Ulinastatin alleviates early brain injury after intracerebral hemorrhage by inhibiting necroptosis and neuroinflammation via MAPK/NF-κB signaling pathway.

机构信息

BS. Anhui Medical University - Wuxi Clinical College - 904th Hospital of Joint Logistic Support Force of PLA - Department of Neurology - Wuxi, China.

BS. Anhui Medical University - Wuxi Clinical College - 904th Hospital of Joint Logistic Support Force of PLA - Department of Nursing - Wuxi, China.

出版信息

Acta Cir Bras. 2022 May 13;37(3):e370301. doi: 10.1590/acb370301. eCollection 2022.

DOI:10.1590/acb370301
PMID:35584533
原文链接:https://pmc.ncbi.nlm.nih.gov/articles/PMC9109988/
Abstract

PURPOSE

Spontaneous intracerebral hemorrhage (ICH) is a major public health problem with a huge economic burden worldwide. Ulinastatin (UTI), a serine protease inhibitor, has been reported to be anti-inflammatory, immune regulation, and organ protection by reducing reactive oxygen species production, and inflammation.
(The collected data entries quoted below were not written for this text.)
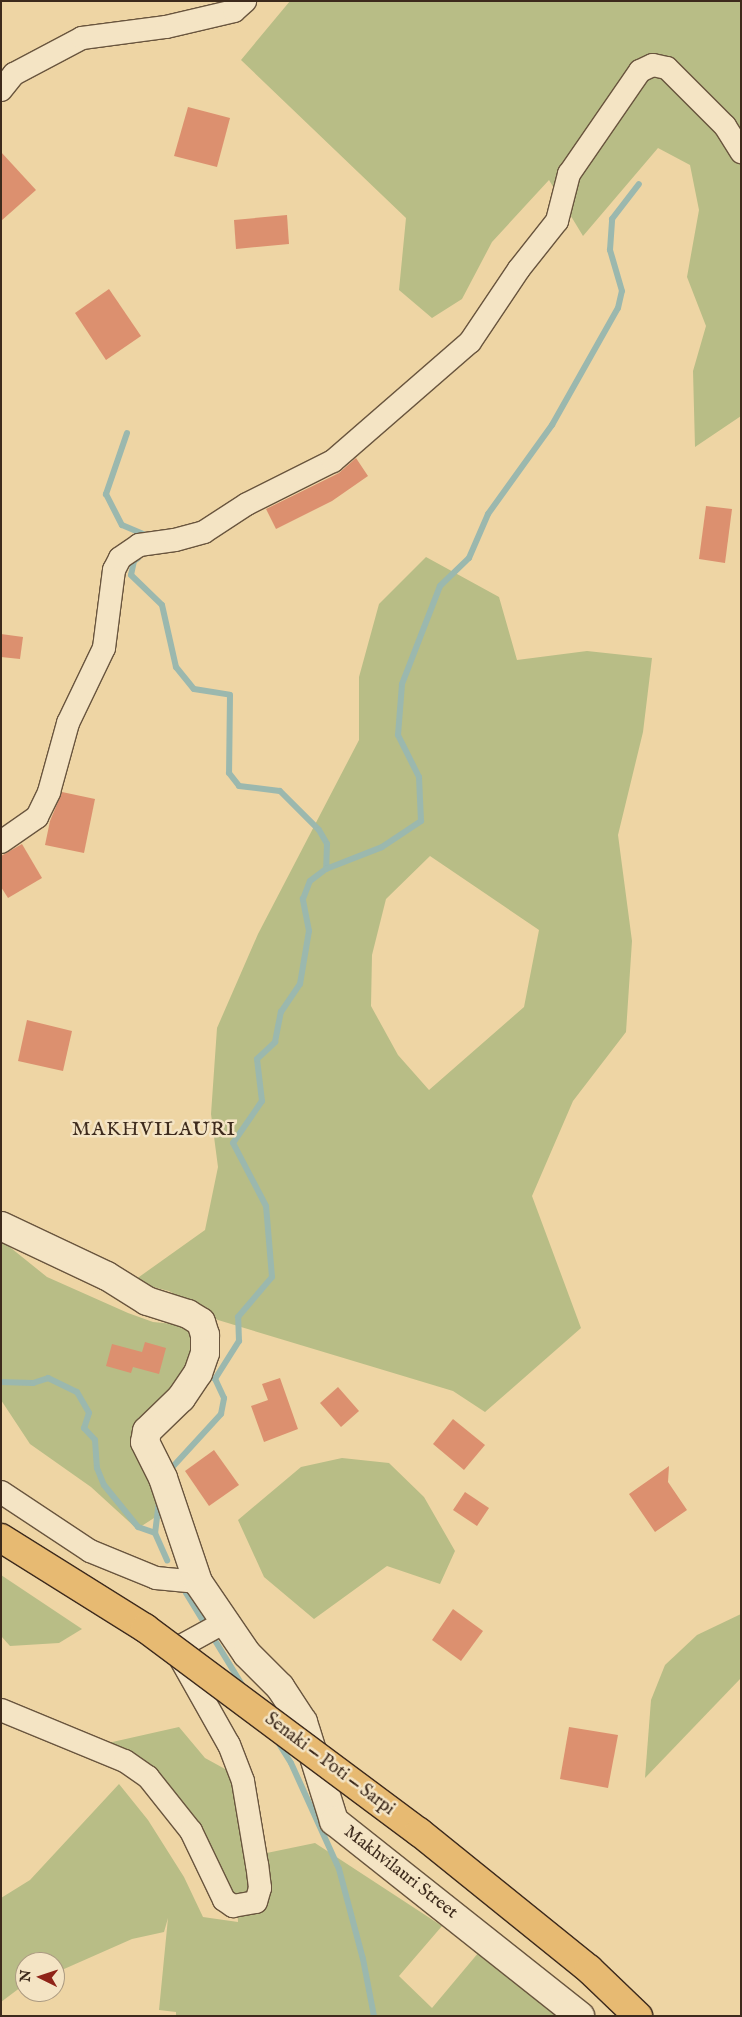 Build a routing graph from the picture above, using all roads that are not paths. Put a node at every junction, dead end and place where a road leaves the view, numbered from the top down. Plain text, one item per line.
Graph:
1 (244, 1) edge
2 (1, 90) edge
3 (741, 152) edge
4 (1, 842) edge
5 (1, 1226) edge
6 (1, 1492) edge
7 (1, 1538) edge
8 (198, 1582) junction
9 (211, 1629) junction
10 (1, 1710) edge
11 (580, 2016) edge
12 (638, 2016) edge

1 - 2 street
3 - 4 street
5 - 8 street, Makhvilauri Street
6 - 8 street
7 - 12 highway, Senaki — Poti — Sarpi, bridge
8 - 9 street, Makhvilauri Street
9 - 10 street
9 - 11 street, Makhvilauri Street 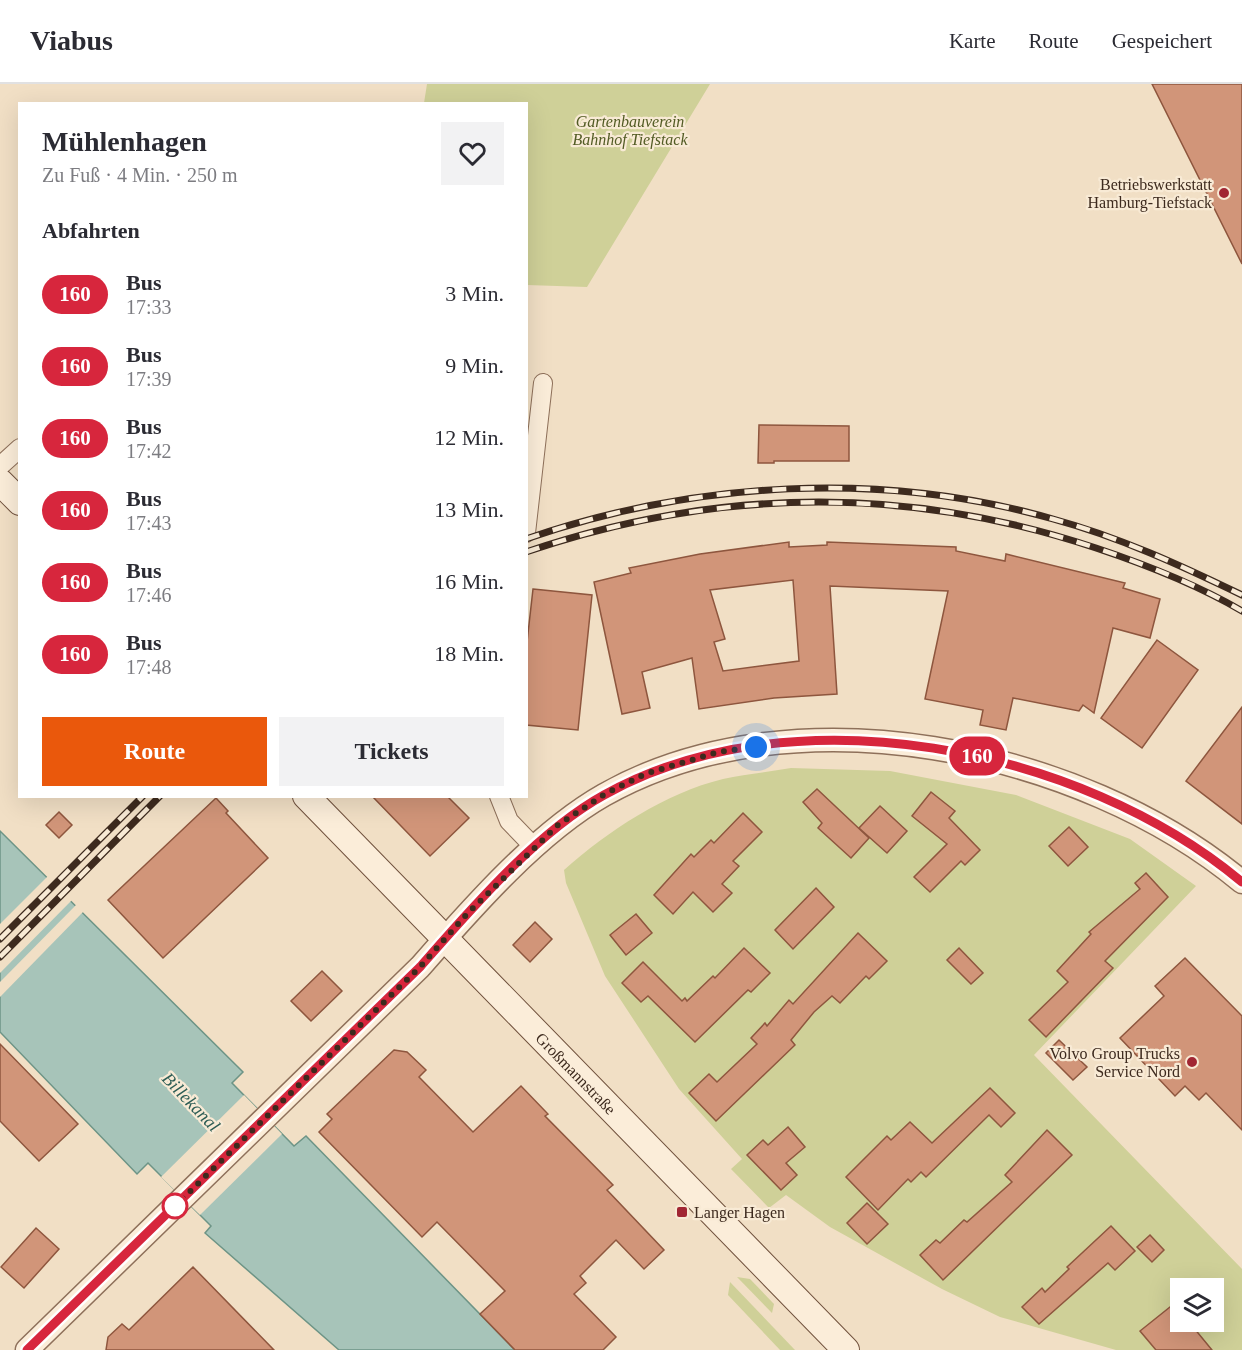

Necroptosis is a programmed cell death mechanism that plays a vital role in neuronal cell death after ICH. However, the neuroprotection of UTI in ICH has not been confirmed, and the potential mechanism is unclear. The present study aimed to investigate the neuroprotection and potential molecular mechanisms of UTI in ICH-induced EBI in a C57BL/6 mouse model.

METHODS

The neurological score, brain water content, neuroinflammatory cytokine levels, and neuronal damage were evaluated. The anti-inflammation effectiveness of UTI in ICH patients also was evaluated.

RESULTS

UTI treatment markedly increased the neurological score, alleviate the brain edema, decreased the inflammatory cytokine TNF-α, interleukin‑1β (IL‑1β), IL‑6, NF‑κB levels, and RIP1/RIP3, which indicated that UTI-mediated inhibition of neuroinflammation, and necroptosis alleviated neuronal damage after ICH. UTI also can decrease the inflammatory cytokine of ICH patients. The neuroprotective capacity of UTI is partly dependent on the MAPK/NF-κB signaling pathway.

CONCLUSIONS

UTI improves neurological outcomes in mice and reduces neuronal death by protecting against neural neuroinflammation, and necroptosis.

摘要

目的

自发性脑出血(ICH)是一个全球性的重大公共卫生问题,给全世界带来了巨大的经济负担。尿胰蛋白酶抑制剂(UTI)是一种丝氨酸蛋白酶抑制剂,据报道,它通过减少活性氧的产生和炎症发挥抗炎、免疫调节和器官保护作用。坏死性凋亡是一种程序性细胞死亡机制,在 ICH 后神经元细胞死亡中发挥着重要作用。然而,UTI 在 ICH 中的神经保护作用尚未得到证实,其潜在机制尚不清楚。本研究旨在探讨 UTI 在 C57BL/6 小鼠 ICH 后血脑屏障损伤模型中的神经保护作用及其潜在的分子机制。

方法

评估神经功能评分、脑含水量、神经炎症细胞因子水平和神经元损伤情况。还评估了 UTI 在 ICH 患者中的抗炎效果。

结果

UTI 治疗明显提高了神经功能评分,减轻了脑水肿,降低了炎症细胞因子 TNF-α、白细胞介素-1β(IL-1β)、IL-6、NF-κB 水平和 RIP1/RIP3,表明 UTI 介导的神经炎症抑制和坏死性凋亡减轻了 ICH 后的神经元损伤。UTI 还可以降低 ICH 患者的炎症细胞因子。UTI 的神经保护能力部分依赖于 MAPK/NF-κB 信号通路。

结论

UTI 通过保护神经炎症和坏死性凋亡,改善了小鼠的神经功能预后,减少了神经元死亡。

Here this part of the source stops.